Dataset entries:
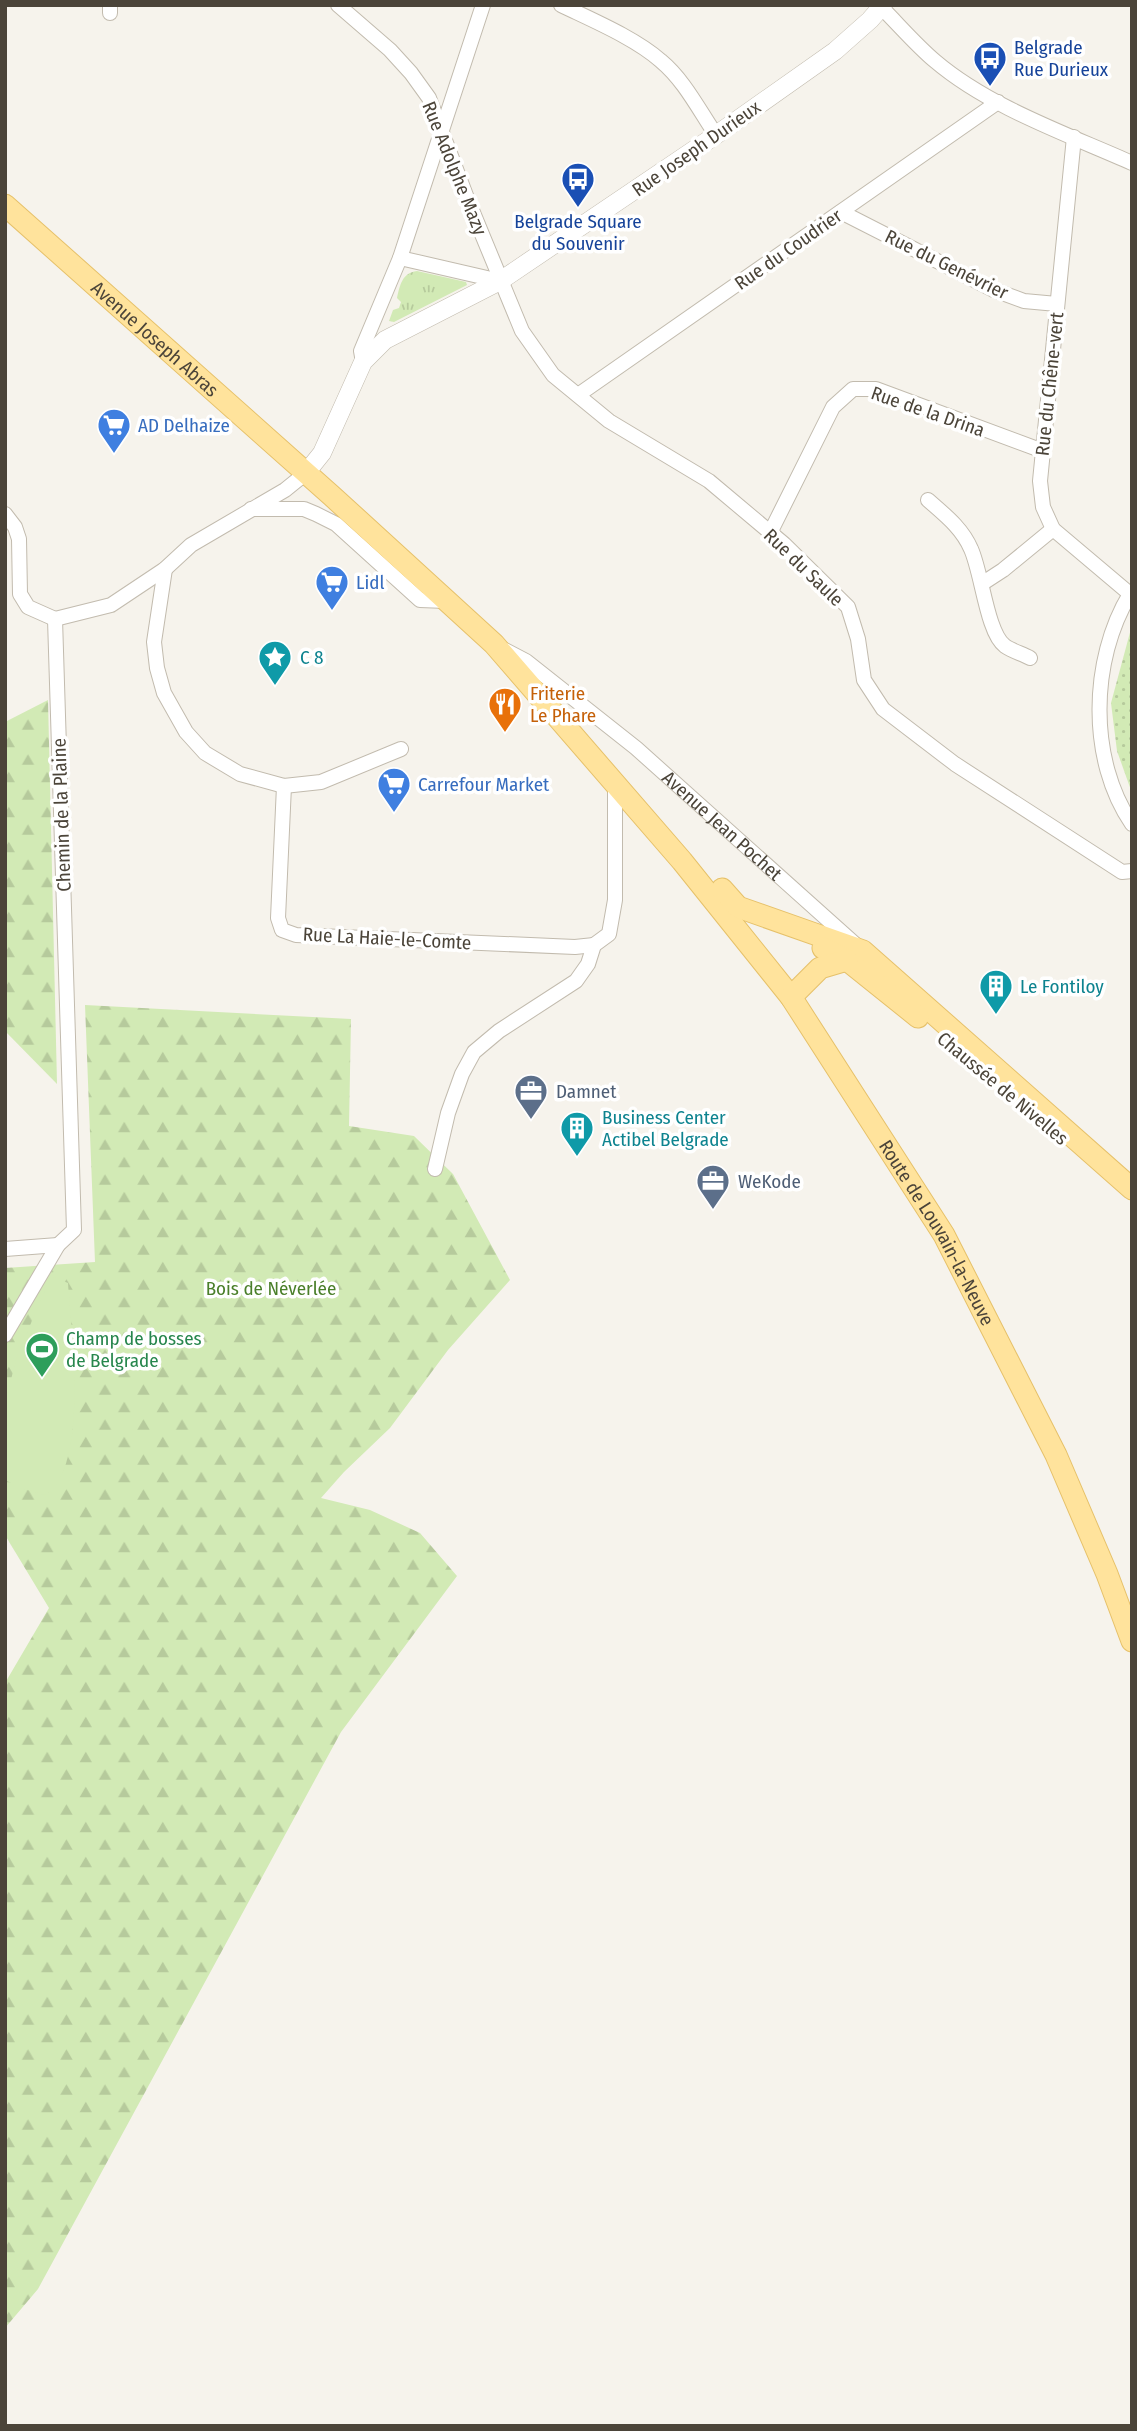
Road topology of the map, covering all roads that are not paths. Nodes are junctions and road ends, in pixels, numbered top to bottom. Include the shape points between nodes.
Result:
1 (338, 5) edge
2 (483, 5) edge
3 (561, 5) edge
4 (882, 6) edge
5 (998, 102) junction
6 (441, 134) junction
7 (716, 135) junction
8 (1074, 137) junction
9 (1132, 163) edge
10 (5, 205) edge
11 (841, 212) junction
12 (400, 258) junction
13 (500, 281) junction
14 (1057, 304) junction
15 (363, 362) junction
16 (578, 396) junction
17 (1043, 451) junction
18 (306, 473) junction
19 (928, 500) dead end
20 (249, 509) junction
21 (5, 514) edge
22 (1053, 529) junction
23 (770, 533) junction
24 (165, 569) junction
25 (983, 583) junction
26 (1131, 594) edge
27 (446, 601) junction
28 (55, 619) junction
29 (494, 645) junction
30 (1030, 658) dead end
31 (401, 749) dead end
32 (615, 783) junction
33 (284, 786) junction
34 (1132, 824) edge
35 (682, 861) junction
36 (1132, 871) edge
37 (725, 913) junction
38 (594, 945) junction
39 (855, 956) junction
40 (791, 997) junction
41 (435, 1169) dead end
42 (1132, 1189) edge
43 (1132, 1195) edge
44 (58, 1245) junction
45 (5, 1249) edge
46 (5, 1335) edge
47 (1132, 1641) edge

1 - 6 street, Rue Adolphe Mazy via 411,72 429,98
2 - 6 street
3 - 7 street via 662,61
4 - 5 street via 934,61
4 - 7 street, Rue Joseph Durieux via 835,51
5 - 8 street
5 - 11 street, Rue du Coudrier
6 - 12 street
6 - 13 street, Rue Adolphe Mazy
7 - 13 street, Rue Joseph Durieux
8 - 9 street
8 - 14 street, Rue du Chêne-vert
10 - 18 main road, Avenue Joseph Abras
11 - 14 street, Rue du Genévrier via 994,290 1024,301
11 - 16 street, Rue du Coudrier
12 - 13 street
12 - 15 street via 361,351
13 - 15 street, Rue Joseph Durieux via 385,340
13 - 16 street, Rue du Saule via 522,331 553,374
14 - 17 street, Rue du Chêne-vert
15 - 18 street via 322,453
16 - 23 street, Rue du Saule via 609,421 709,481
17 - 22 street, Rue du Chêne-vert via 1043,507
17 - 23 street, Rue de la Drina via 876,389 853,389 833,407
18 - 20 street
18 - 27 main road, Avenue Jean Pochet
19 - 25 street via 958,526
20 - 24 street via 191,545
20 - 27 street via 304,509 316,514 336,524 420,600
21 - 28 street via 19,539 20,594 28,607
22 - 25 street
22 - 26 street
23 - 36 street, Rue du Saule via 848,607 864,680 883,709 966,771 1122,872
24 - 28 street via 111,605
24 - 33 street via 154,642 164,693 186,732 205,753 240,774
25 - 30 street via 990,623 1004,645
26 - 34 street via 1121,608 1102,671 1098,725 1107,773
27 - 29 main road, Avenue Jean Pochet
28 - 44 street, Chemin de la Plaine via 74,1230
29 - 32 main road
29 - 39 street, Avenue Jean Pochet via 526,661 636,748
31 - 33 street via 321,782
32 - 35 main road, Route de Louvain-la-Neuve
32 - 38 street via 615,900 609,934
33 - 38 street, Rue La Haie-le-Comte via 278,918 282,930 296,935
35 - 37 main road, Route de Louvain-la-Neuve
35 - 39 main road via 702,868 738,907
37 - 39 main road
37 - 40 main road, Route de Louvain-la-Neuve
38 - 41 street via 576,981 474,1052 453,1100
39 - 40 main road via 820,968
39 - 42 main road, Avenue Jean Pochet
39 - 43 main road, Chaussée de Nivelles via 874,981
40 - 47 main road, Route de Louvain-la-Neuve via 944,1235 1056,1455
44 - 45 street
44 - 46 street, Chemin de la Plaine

◆ Task objective:
Exactly as written, give every entry again, but not the pictures.

◆ Result below:
Road topology of the map, covering all roads that are not paths. Nodes are junctions and road ends, in pixels, numbered top to bottom. Include the shape points between nodes.
Result:
1 (338, 5) edge
2 (483, 5) edge
3 (561, 5) edge
4 (882, 6) edge
5 (998, 102) junction
6 (441, 134) junction
7 (716, 135) junction
8 (1074, 137) junction
9 (1132, 163) edge
10 (5, 205) edge
11 (841, 212) junction
12 (400, 258) junction
13 (500, 281) junction
14 (1057, 304) junction
15 (363, 362) junction
16 (578, 396) junction
17 (1043, 451) junction
18 (306, 473) junction
19 (928, 500) dead end
20 (249, 509) junction
21 (5, 514) edge
22 (1053, 529) junction
23 (770, 533) junction
24 (165, 569) junction
25 (983, 583) junction
26 (1131, 594) edge
27 (446, 601) junction
28 (55, 619) junction
29 (494, 645) junction
30 (1030, 658) dead end
31 (401, 749) dead end
32 (615, 783) junction
33 (284, 786) junction
34 (1132, 824) edge
35 (682, 861) junction
36 (1132, 871) edge
37 (725, 913) junction
38 (594, 945) junction
39 (855, 956) junction
40 (791, 997) junction
41 (435, 1169) dead end
42 (1132, 1189) edge
43 (1132, 1195) edge
44 (58, 1245) junction
45 (5, 1249) edge
46 (5, 1335) edge
47 (1132, 1641) edge

1 - 6 street, Rue Adolphe Mazy via 411,72 429,98
2 - 6 street
3 - 7 street via 662,61
4 - 5 street via 934,61
4 - 7 street, Rue Joseph Durieux via 835,51
5 - 8 street
5 - 11 street, Rue du Coudrier
6 - 12 street
6 - 13 street, Rue Adolphe Mazy
7 - 13 street, Rue Joseph Durieux
8 - 9 street
8 - 14 street, Rue du Chêne-vert
10 - 18 main road, Avenue Joseph Abras
11 - 14 street, Rue du Genévrier via 994,290 1024,301
11 - 16 street, Rue du Coudrier
12 - 13 street
12 - 15 street via 361,351
13 - 15 street, Rue Joseph Durieux via 385,340
13 - 16 street, Rue du Saule via 522,331 553,374
14 - 17 street, Rue du Chêne-vert
15 - 18 street via 322,453
16 - 23 street, Rue du Saule via 609,421 709,481
17 - 22 street, Rue du Chêne-vert via 1043,507
17 - 23 street, Rue de la Drina via 876,389 853,389 833,407
18 - 20 street
18 - 27 main road, Avenue Jean Pochet
19 - 25 street via 958,526
20 - 24 street via 191,545
20 - 27 street via 304,509 316,514 336,524 420,600
21 - 28 street via 19,539 20,594 28,607
22 - 25 street
22 - 26 street
23 - 36 street, Rue du Saule via 848,607 864,680 883,709 966,771 1122,872
24 - 28 street via 111,605
24 - 33 street via 154,642 164,693 186,732 205,753 240,774
25 - 30 street via 990,623 1004,645
26 - 34 street via 1121,608 1102,671 1098,725 1107,773
27 - 29 main road, Avenue Jean Pochet
28 - 44 street, Chemin de la Plaine via 74,1230
29 - 32 main road
29 - 39 street, Avenue Jean Pochet via 526,661 636,748
31 - 33 street via 321,782
32 - 35 main road, Route de Louvain-la-Neuve
32 - 38 street via 615,900 609,934
33 - 38 street, Rue La Haie-le-Comte via 278,918 282,930 296,935
35 - 37 main road, Route de Louvain-la-Neuve
35 - 39 main road via 702,868 738,907
37 - 39 main road
37 - 40 main road, Route de Louvain-la-Neuve
38 - 41 street via 576,981 474,1052 453,1100
39 - 40 main road via 820,968
39 - 42 main road, Avenue Jean Pochet
39 - 43 main road, Chaussée de Nivelles via 874,981
40 - 47 main road, Route de Louvain-la-Neuve via 944,1235 1056,1455
44 - 45 street
44 - 46 street, Chemin de la Plaine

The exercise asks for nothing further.